The ultimate goal is: if I have e.g. a BED file with tens of thousands of annotations across thousands of Genbank genomes, I would like to replace the Genbank accession ID with the identical Refseq accesion id for each line in the BED fle, provided such a corresponding Refseq ID exists.
Yes, RefSeq is a curated subset of Genbank that has been copied and so the records are technically distinct.
However, the RefSeq geome pages on NCB provide a link to "Identical Genbank Sequence"
For example: RefSeq genome page for E.coli MG1655 provides a link to "Identical Genbank Sequence"
I contacted NCBI, and NLM Support (nlm-support@nlm.nih.gov) provided the following answer:
As you will learn in the README file, columns 18 and 19 in the
assembly_summary files will give you such pairing:
Column 18: "gbrs_paired_asm" GenBank/RefSeq paired assembly: the
accession.version of the GenBank assembly that is paired to the
given RefSeq assembly, or vice-versa. "na" is reported if the
assembly is unpaired.
Column 19: "paired_asm_comp" Paired assembly comparison: whether
the paired GenBank & RefSeq assemblies are identical or different.
Values:
identical - GenBank and RefSeq assemblies are identical
different - GenBank and RefSeq assemblies are not identical
na - not applicable since the assembly is unpaired
This should be fine for a few thousand accessions. What is the scale here? Tens of thousands? Hundreds of thousands? And scope? Bacteria only, higher eukaryotes, etc?

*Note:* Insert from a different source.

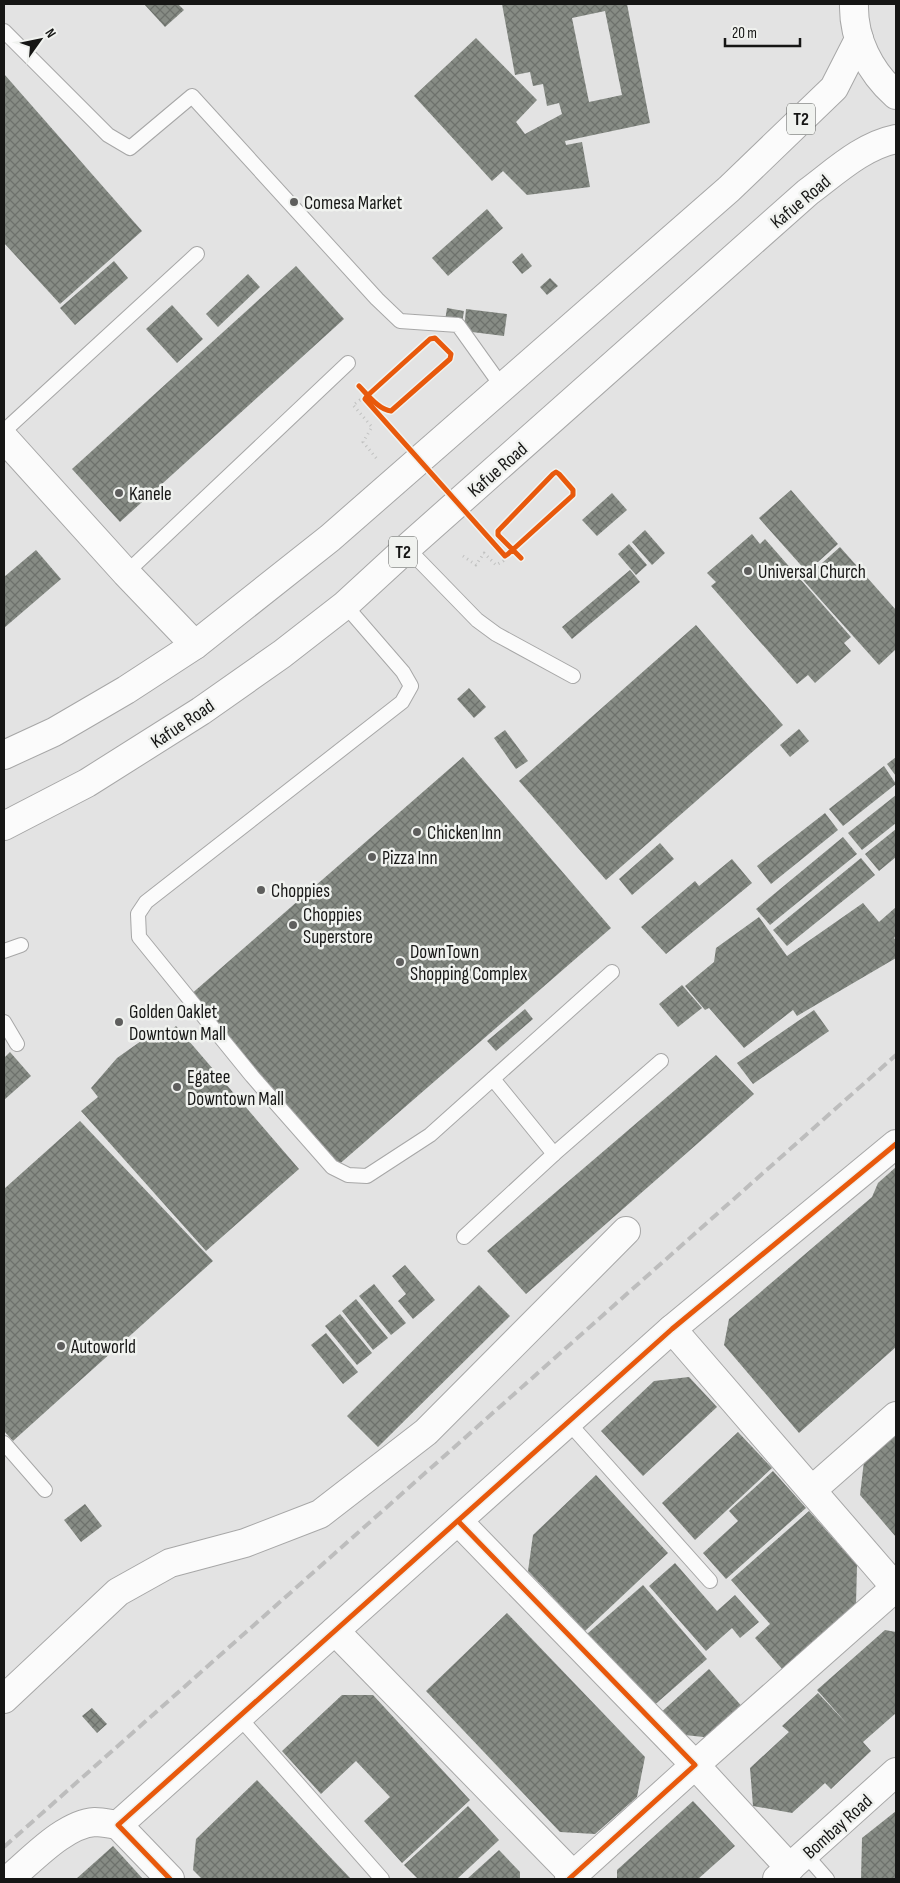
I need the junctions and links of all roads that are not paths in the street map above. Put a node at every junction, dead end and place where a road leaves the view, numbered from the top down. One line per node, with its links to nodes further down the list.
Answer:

The NCBI Genomes FTP path has an assembly_report.txt file for each RefSeq assembly that contains RefSeq and GenBank mapping. It may make more sense to download all of the assembly_report.txt files first from FTP, concatenate them and make your own mapping database locally.
good idea, but this will not scale to thousands of accessions, as indicated in the question.